Fridays at the online writing group I belong to are set aside for writing flash fiction. Every Friday at 9 a.m. a writing challenge is posted on the Flash Friday blog for Shenandoah Valley Writers, and participants have twelve hours to come up with something before the deadline at 9 p.m. Then the judging begins.
Last Friday was the first time I participated. I have known for a while what flash fiction is, though I never tried writing it, except for a six word story one time. Last week’s challenge was to write a 50-word story based on an uncaptioned photo of astronaut Buzz Aldrin’s foot taking one small step for man. In the moment when I viewed it on my Droid Razr in a darkened parking lot outside my office building before heading home from work, I did not recognize the photo. To me it looked like someone in hiking boots stepping into mud.

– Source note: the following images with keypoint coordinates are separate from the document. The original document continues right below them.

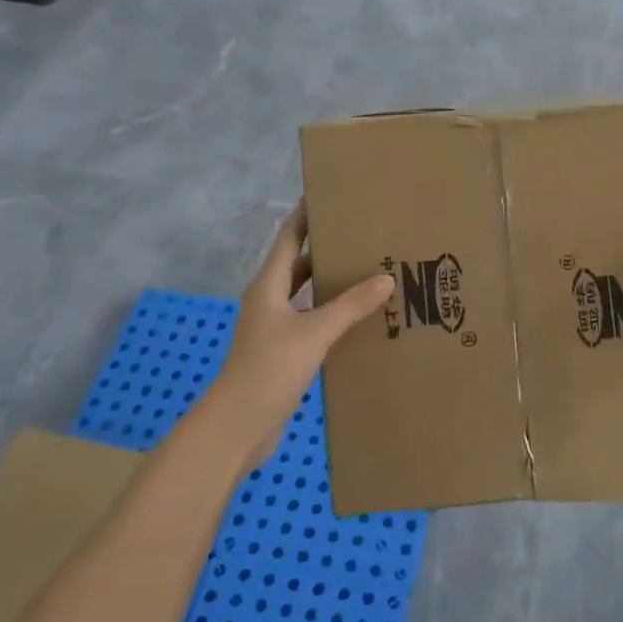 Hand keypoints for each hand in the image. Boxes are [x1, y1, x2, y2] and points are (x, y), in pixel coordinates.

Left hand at [200, 203, 393, 474]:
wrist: (237, 427)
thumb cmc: (269, 369)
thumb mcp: (314, 333)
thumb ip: (350, 305)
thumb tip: (385, 278)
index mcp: (268, 286)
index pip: (288, 238)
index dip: (305, 215)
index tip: (328, 194)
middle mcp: (269, 300)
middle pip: (298, 263)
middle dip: (325, 246)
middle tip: (361, 233)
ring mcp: (274, 327)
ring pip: (305, 292)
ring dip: (330, 280)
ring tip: (367, 268)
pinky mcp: (282, 351)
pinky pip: (311, 318)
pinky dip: (331, 310)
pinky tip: (357, 314) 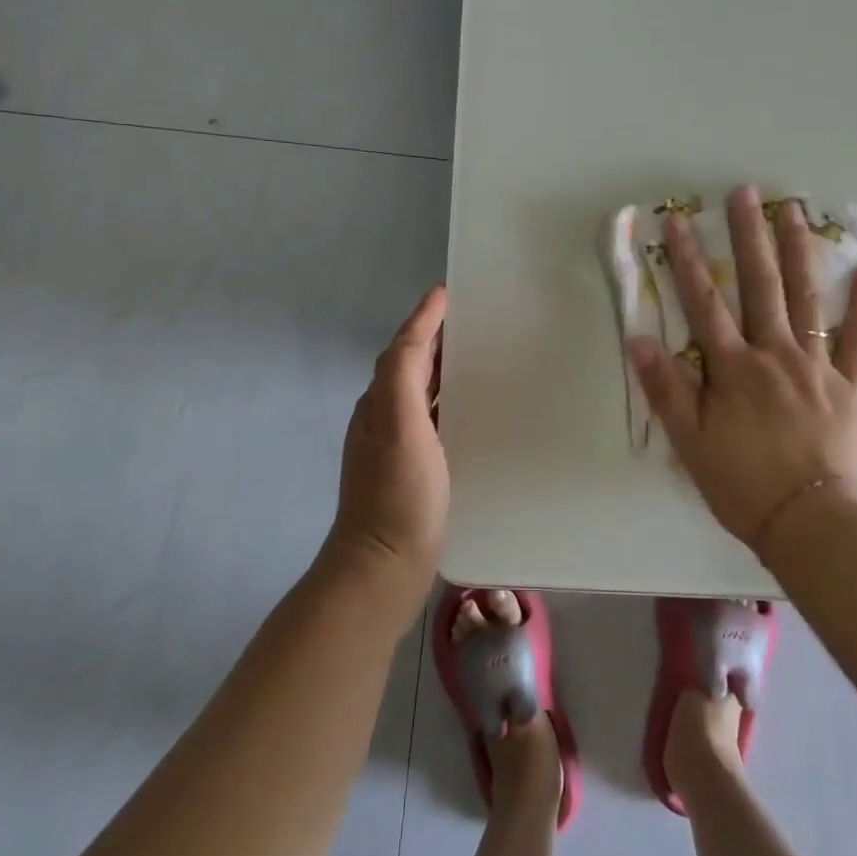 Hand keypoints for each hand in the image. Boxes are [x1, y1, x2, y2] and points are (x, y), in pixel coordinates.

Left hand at [329, 285, 448, 586]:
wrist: (383, 563)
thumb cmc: (398, 490)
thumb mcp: (399, 420)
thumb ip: (403, 371)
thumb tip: (419, 325)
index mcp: (379, 401)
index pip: (402, 347)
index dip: (423, 318)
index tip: (448, 292)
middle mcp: (382, 418)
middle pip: (409, 367)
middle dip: (435, 340)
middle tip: (473, 322)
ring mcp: (395, 448)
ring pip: (419, 394)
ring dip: (441, 372)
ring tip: (477, 359)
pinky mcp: (412, 473)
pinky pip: (431, 422)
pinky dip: (447, 405)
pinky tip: (469, 415)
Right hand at [628, 186, 856, 554]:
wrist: (810, 521)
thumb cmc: (742, 484)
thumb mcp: (690, 442)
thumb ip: (666, 389)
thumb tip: (639, 340)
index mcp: (734, 368)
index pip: (705, 304)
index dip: (688, 261)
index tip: (676, 221)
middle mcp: (775, 355)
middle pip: (760, 286)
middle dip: (749, 236)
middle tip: (745, 193)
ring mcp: (817, 366)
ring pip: (807, 299)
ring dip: (799, 252)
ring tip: (794, 210)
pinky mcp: (849, 385) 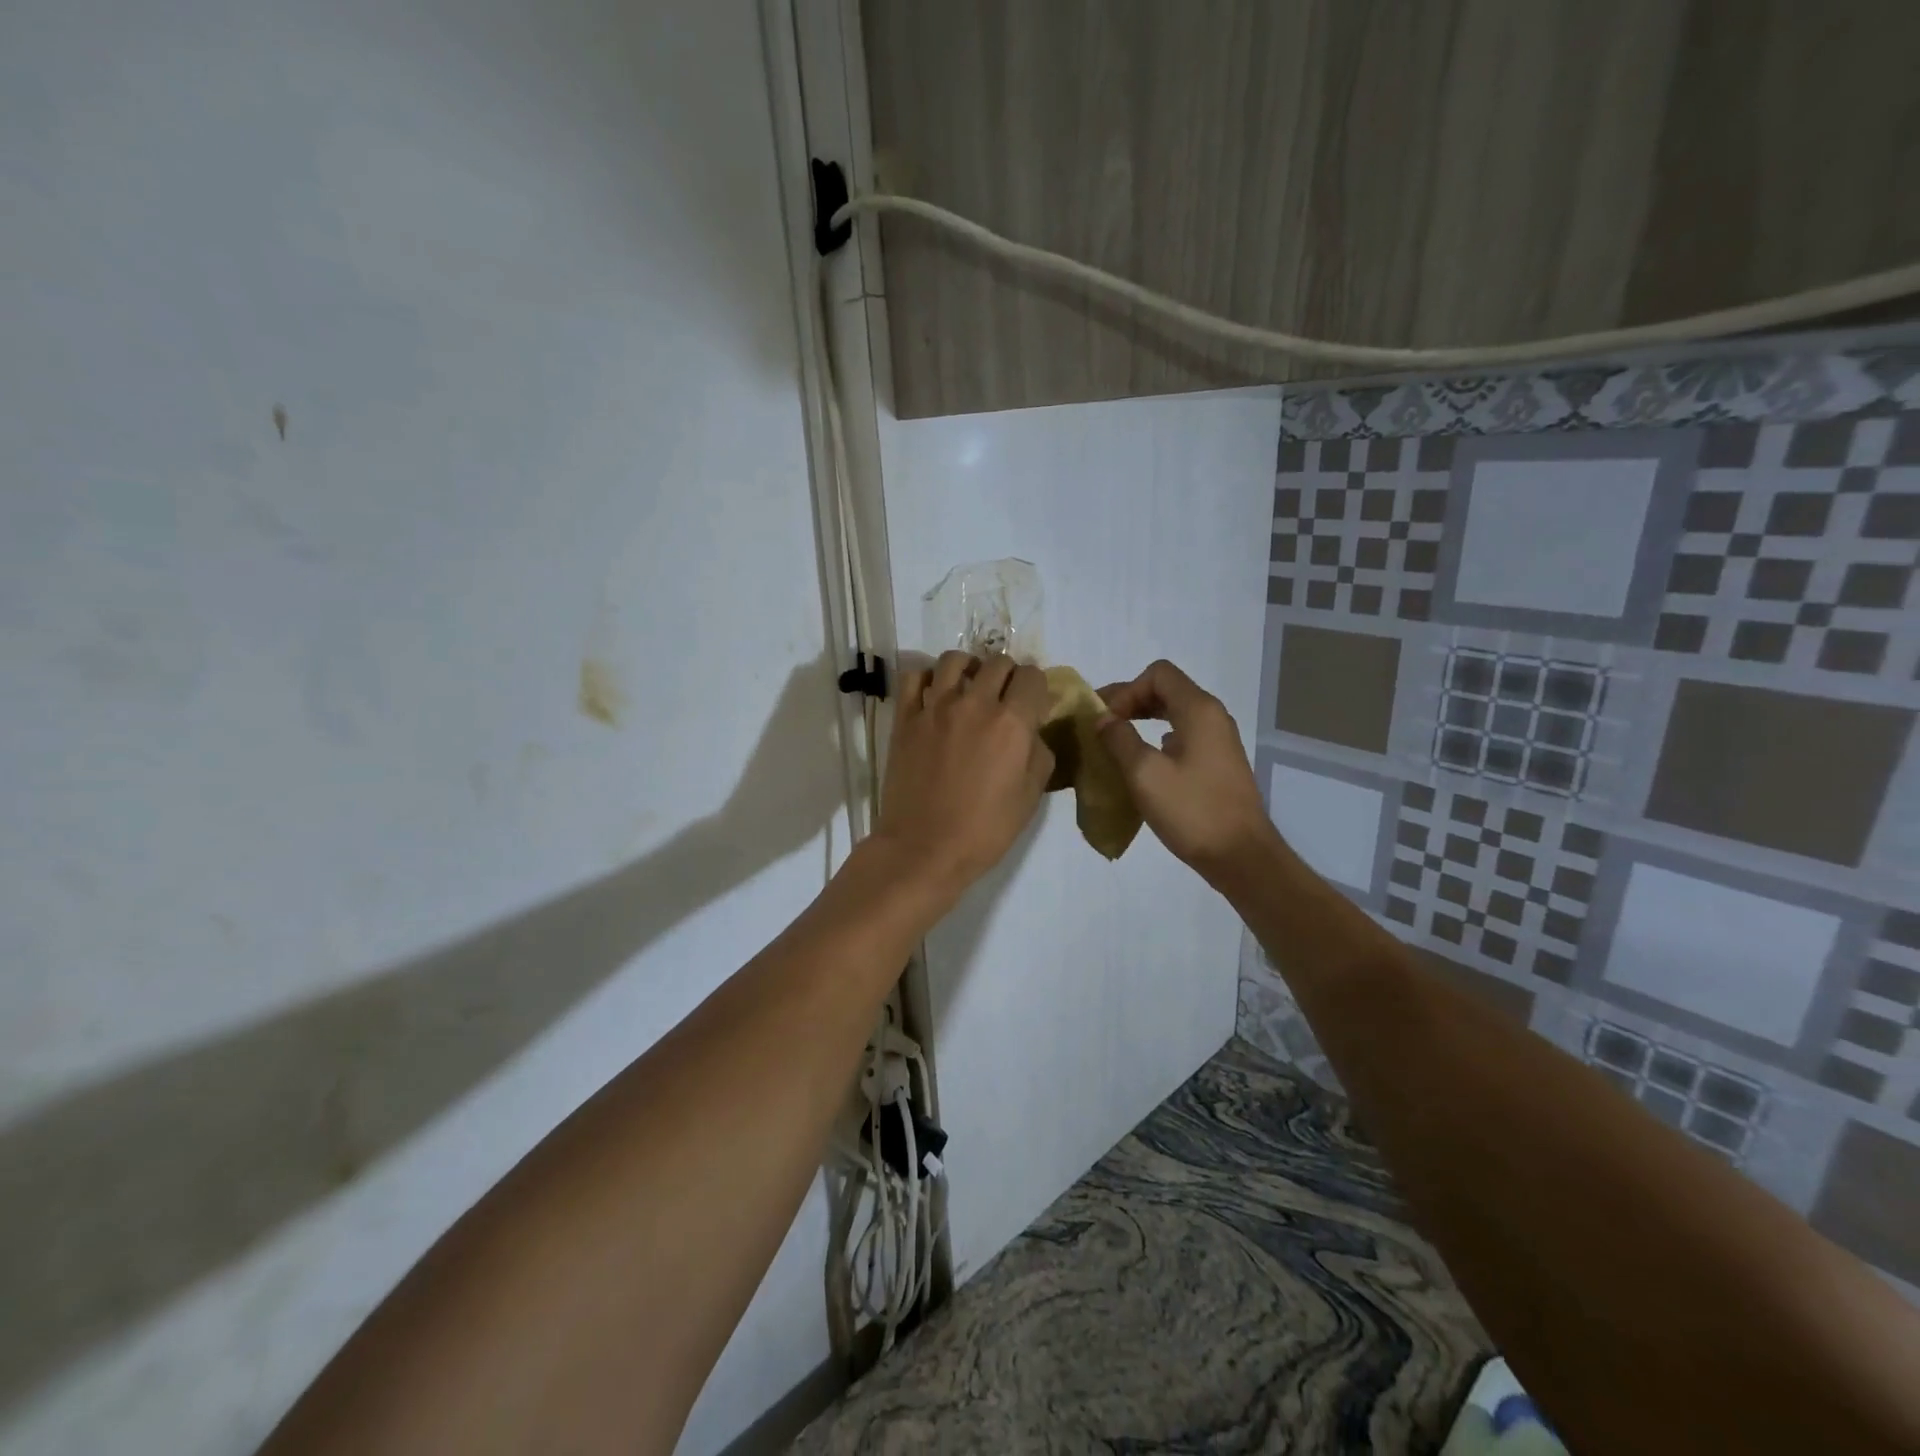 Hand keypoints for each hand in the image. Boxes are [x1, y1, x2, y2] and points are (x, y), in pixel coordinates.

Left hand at [873, 651, 1053, 896]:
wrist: (924, 848)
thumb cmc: (984, 830)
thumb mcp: (1030, 797)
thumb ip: (1038, 754)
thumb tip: (1032, 732)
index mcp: (1012, 723)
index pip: (1032, 676)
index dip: (1037, 686)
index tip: (1034, 702)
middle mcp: (975, 704)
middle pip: (998, 662)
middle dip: (1009, 674)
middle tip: (1005, 697)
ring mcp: (935, 707)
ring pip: (955, 660)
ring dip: (970, 667)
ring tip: (970, 686)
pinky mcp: (905, 718)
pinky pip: (915, 677)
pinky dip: (928, 677)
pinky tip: (935, 693)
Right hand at [1096, 660, 1277, 883]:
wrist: (1240, 856)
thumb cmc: (1192, 811)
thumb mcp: (1144, 773)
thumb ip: (1119, 739)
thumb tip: (1103, 719)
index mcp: (1199, 710)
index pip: (1158, 674)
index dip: (1126, 690)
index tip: (1106, 719)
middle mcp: (1213, 717)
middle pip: (1167, 690)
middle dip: (1131, 702)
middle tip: (1101, 725)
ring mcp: (1219, 741)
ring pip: (1175, 714)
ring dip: (1143, 721)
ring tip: (1115, 743)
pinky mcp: (1218, 764)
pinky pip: (1183, 736)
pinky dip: (1158, 740)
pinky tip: (1143, 764)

Flash fiction, I learned somewhere, can be anywhere from six words to thousands. There are even flash novels out there somewhere. What binds all these stories together in their own genre, however, is that they are succinct; they are brief. Every sentence, every word even, is important. Flash fiction doesn’t contain long paragraphs of description simply for the beauty of writing. Not that there’s anything wrong with such paragraphs, in other books. That’s just not what flash fiction is.
So I drove home last Friday, recording ideas for my flash fiction into the digital recorder I use for work, and when I stopped at Martins for groceries, I jotted down ideas into paragraph form. I was racing the clock by that point. By 9 p.m., my entry had to be posted in the comments section of the SVW Flash Friday blog, and it then was nearing 8 p.m.
At home, though, the writing went quickly, and by 8:20 or so I had a finished version. It was pretty good, I thought, and I even dared to think it great. I had read over the six or seven entries to the previous week’s contest and thought my 50-word story easily a contender to be this week’s winner. On my first try, I’d produced a masterpiece — one giant leap for writerkind. And I patted myself on the back for being someone who scores a hundred percent without even studying…much.
Then I saw how many other people entered the contest. I’ll give you a hint: It wasn’t six. There were twenty-one entries, plus one by the moderator herself. Not only did I not win, I wasn’t even one of the two runners up. Suddenly, my story seemed a lot more like sixty percent.
I’m sure my story is fine for what it is, a first try, but I definitely learned a lesson in humility Saturday after I read over all the other entries, most of which did use a theme of space exploration, whereas mine was about mud. When the results came out, I wasn’t much surprised. Sad, maybe, but also encouraged. It was my first try. That’s why there’s practice.
Read on for my flash fiction:
(Photo credit: NASA, I suppose? Found through Google)
Mud. I’ve embraced the name. I’m more like mud than they realized. It’s squishy; it won’t be brushed aside like dust. When someone steps on it, it leaves an impression. It also sticks to shoes. They don’t know they take it along with them. Unlike dust, mud has a life.